BRIEF
Reproduce only what runs from the line containing "pinky dip: (228, 580)" to the line containing "middle dip: (833, 838)" in the records below, inclusive. Keep it exact, and keep the pictures out.

DATA FOR THIS TASK
* * * * * * *
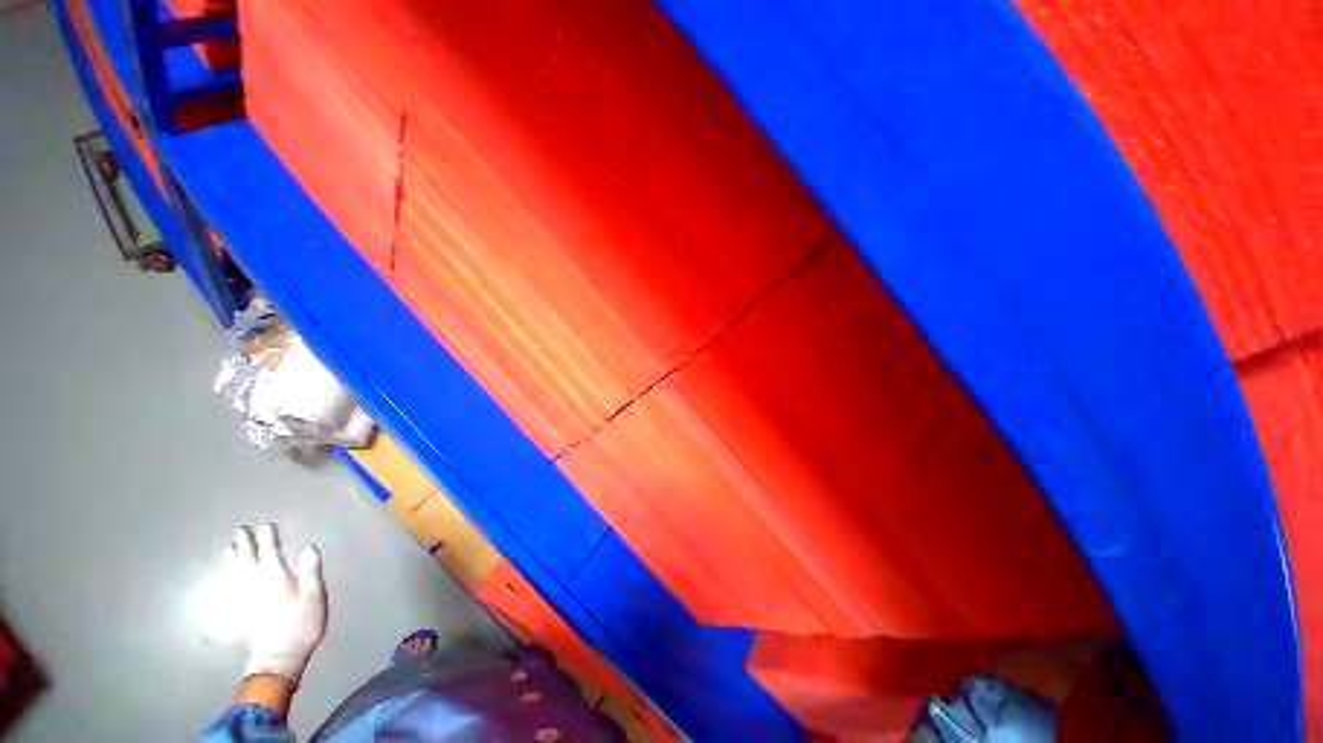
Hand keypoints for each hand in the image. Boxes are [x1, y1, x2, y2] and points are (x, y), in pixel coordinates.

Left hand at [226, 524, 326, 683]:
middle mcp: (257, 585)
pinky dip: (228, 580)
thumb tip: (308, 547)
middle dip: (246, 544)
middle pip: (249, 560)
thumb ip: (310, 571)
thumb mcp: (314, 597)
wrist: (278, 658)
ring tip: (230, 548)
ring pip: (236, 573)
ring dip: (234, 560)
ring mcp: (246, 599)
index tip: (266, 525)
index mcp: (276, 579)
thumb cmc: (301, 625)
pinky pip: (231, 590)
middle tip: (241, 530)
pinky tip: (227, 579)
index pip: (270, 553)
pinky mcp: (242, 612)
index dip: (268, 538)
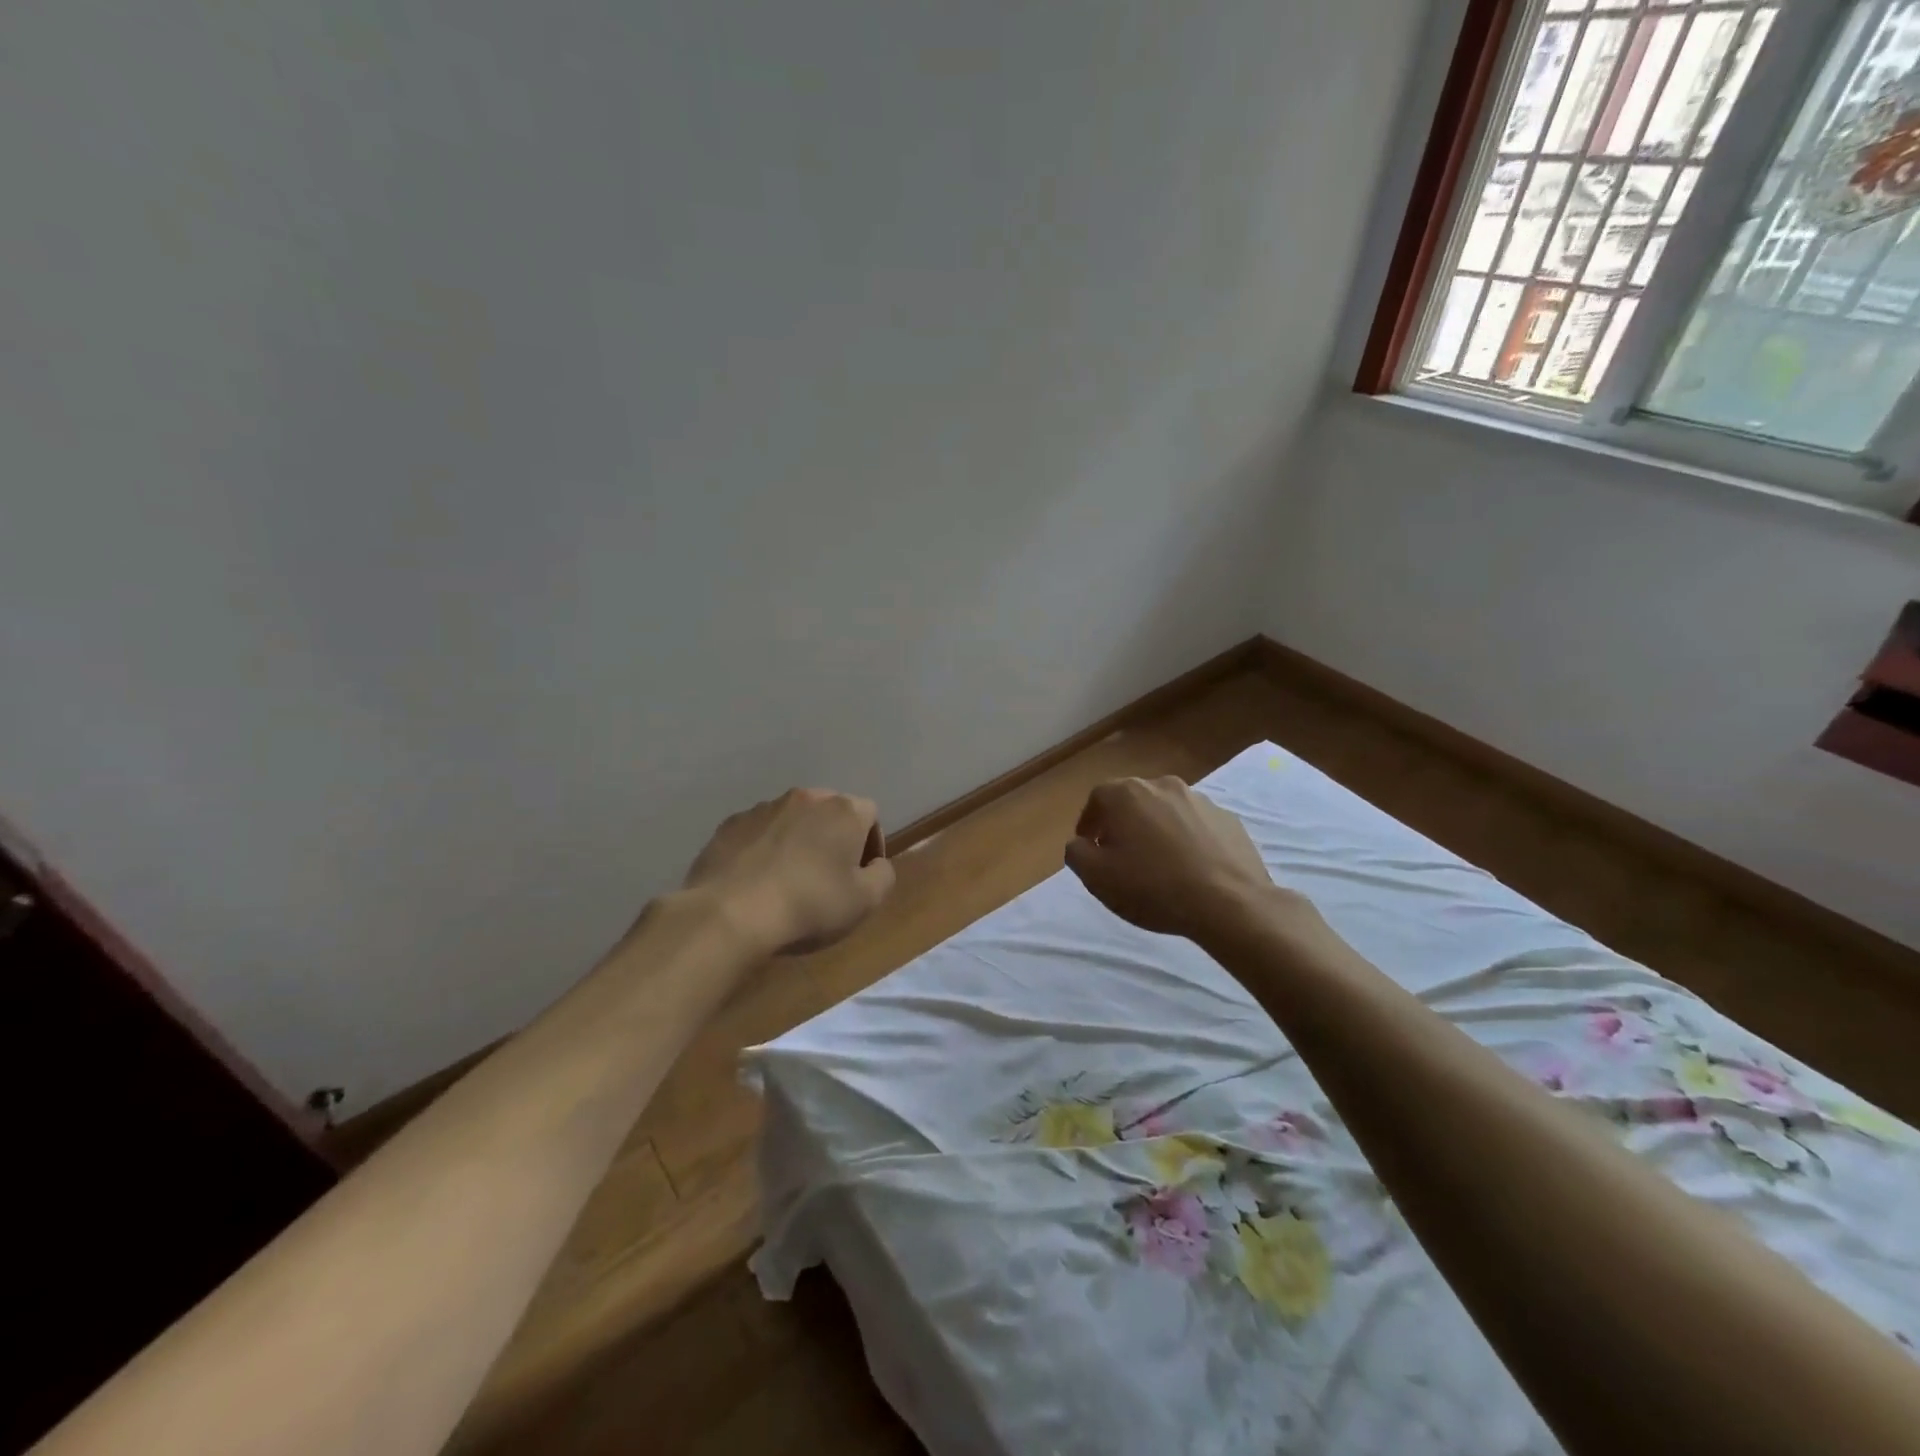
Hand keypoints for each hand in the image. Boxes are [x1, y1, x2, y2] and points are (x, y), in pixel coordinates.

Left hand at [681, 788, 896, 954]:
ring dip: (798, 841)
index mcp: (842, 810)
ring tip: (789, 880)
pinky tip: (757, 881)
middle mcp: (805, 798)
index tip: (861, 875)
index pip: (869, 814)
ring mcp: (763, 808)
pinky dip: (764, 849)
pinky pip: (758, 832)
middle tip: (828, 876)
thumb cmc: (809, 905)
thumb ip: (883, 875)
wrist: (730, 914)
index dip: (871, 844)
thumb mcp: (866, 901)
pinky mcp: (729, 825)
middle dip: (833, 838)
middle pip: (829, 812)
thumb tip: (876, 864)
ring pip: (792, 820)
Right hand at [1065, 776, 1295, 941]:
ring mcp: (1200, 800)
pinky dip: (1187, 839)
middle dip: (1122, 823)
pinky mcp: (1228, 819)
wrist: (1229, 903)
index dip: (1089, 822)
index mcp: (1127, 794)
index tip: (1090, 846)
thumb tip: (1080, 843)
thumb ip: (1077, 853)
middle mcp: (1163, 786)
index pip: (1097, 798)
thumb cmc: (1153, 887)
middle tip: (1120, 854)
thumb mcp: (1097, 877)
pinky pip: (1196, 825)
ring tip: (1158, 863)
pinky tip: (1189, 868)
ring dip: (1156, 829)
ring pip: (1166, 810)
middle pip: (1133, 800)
* * * * * * *
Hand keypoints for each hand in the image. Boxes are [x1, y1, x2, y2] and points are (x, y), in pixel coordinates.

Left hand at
* * * * * * *
ANSWER TO THE PROBLEM
pinky dip: (228, 580)
thumb tip: (308, 547)
middle dip: (246, 544)
middle pip: (249, 560)
thumb ip: (310, 571)
thumb mcp: (314, 597)
wrist: (278, 658)
ring tip: (230, 548)
ring pip: (236, 573)
ring dip: (234, 560)
ring mcp: (246, 599)
index tip: (266, 525)
index mcp: (276, 579)
thumb cmc: (301, 625)
pinky pip: (231, 590)
middle tip: (241, 530)
pinky tip: (227, 579)
index pip: (270, 553)
pinky mcp: (242, 612)
index dip: (268, 538)
Hand keypoints for each hand in the image. Boxes are [x1, y1, x2, y2] and points are (x, y), in pixel coordinates.

Left hand at [681, 788, 896, 954]:
ring dip: (798, 841)
index mcp: (842, 810)
ring tip: (789, 880)
pinky tip: (757, 881)
middle mcp: (805, 798)
index tip: (861, 875)
index pip: (869, 814)
ring mcp: (763, 808)
pinky dip: (764, 849)
pinky pip: (758, 832)
middle tip: (828, 876)
thumb cmc: (809, 905)
thumb ip: (883, 875)
wrist: (730, 914)
index dip: (871, 844)
thumb mcp: (866, 901)
pinky mcp: (729, 825)
middle dip: (833, 838)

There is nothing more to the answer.